Vorgehen[Bearbeiten]

In einem Raum, dem Therapieraum, findet zwischen Psychotherapeut und Klient oder Klienten ein therapeutisches Gespräch statt; systemisch gesehen kreieren sie ein therapeutisches System bestehend aus ihren Interaktionen und Kommunikationen. In einem zweiten Raum, dem Beobachtungsraum, befindet sich ein therapeutisches Team, bestehend aus zwei bis fünf Personen, das durch eine Einwegscheibe und über Mikrofon bzw. Lautsprecher das Beratungs- oder Therapiegespräch beobachten kann. Eine Variation besteht im sog. Fokussierenden Team; dabei sitzt das therapeutische Team direkt mit im Raum mit Therapeut und Klienten.

Das Reflecting Team beteiligt sich nicht aktiv am Gespräch, hört jedoch aufmerksam zu. Nach einer gewissen Zeit werden die Positionen gewechselt. Die Mitglieder des Reflecting Teams denken jetzt laut über den von ihnen beobachteten Gesprächsprozess nach und tauschen Ideen bezüglich der Klienten aus. Klienten und Therapeut hören sich die Gedanken des Reflecting Teams an, die in einer wertschätzenden, unterstützenden und hilfreichen Art und Weise geäußert werden. Anschließend sprechen die Klienten mit dem Therapeuten über ihre Gedanken, die beim Zuhören entstanden sind. Der Wechsel von Interviewebene zur Reflexionsebene kann mehrmals erfolgen.
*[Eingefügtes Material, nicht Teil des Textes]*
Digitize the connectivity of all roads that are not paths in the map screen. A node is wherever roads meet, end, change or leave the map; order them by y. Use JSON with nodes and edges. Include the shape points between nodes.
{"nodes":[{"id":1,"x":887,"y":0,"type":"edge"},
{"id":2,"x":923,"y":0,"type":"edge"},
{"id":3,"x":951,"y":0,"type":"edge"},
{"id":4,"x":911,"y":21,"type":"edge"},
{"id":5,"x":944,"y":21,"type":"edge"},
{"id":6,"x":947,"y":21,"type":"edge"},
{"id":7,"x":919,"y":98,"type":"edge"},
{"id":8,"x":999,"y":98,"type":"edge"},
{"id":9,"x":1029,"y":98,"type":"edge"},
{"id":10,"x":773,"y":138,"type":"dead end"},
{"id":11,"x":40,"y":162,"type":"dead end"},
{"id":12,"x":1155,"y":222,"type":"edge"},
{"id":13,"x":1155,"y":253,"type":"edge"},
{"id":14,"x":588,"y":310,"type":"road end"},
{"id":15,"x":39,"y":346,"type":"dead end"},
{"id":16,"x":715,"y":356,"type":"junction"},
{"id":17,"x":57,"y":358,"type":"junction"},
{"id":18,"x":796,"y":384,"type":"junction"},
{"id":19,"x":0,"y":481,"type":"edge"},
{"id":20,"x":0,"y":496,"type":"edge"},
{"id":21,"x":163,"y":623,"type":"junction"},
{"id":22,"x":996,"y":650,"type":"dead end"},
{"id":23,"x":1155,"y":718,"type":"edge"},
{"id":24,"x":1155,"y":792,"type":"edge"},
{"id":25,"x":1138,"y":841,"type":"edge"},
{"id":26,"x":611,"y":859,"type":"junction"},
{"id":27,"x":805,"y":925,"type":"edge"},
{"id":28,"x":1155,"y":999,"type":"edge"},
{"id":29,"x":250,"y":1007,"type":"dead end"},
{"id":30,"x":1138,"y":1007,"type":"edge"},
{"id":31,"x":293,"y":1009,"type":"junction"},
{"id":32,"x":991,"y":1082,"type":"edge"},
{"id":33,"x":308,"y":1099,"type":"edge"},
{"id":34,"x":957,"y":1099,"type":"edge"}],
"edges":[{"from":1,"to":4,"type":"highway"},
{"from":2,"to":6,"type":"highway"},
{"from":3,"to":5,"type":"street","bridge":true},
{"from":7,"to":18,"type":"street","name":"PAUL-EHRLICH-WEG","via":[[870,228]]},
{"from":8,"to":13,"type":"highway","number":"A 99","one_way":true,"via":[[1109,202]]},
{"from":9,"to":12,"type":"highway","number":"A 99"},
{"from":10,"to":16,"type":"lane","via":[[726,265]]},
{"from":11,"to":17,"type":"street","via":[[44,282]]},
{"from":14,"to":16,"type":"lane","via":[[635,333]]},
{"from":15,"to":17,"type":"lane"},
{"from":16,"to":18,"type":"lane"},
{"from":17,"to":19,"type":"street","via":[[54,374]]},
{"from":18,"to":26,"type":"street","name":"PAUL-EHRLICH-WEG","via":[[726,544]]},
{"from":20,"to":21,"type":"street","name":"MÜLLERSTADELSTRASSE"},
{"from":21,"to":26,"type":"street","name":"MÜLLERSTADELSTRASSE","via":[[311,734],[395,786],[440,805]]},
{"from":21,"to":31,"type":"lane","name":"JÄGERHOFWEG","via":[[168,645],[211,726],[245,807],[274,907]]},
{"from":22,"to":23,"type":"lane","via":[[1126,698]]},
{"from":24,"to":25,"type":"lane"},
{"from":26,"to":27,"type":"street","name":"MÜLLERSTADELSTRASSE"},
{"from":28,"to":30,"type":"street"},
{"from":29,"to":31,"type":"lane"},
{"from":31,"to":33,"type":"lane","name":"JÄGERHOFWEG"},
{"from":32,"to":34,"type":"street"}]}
Auf diese Weise kann eine zusätzliche Beobachtungsebene und Außenperspektive erzeugt werden: Der Therapeut, der mit den Klienten, meistens einer Familie, spricht, kann von Beobachtern, die nicht Teil dieser therapeutischen Beziehung sind, Informationen erhalten, die ihm ohne dieses Setting nicht zugänglich wären.

Ziel[Bearbeiten]

Das Setting lässt sich zur Erreichung therapeutischer Ziele nutzen. Vom therapeutischen Team kann aus dem Beobachtungsraum heraus störend (im Sinne einer gewollten Störung der Zirkularität) auf das therapeutische System im Therapieraum eingewirkt werden. Diese Störung kann eine einfache Unterbrechung der Sitzung bis hin zu komplexen Botschaften an die Klienten sein.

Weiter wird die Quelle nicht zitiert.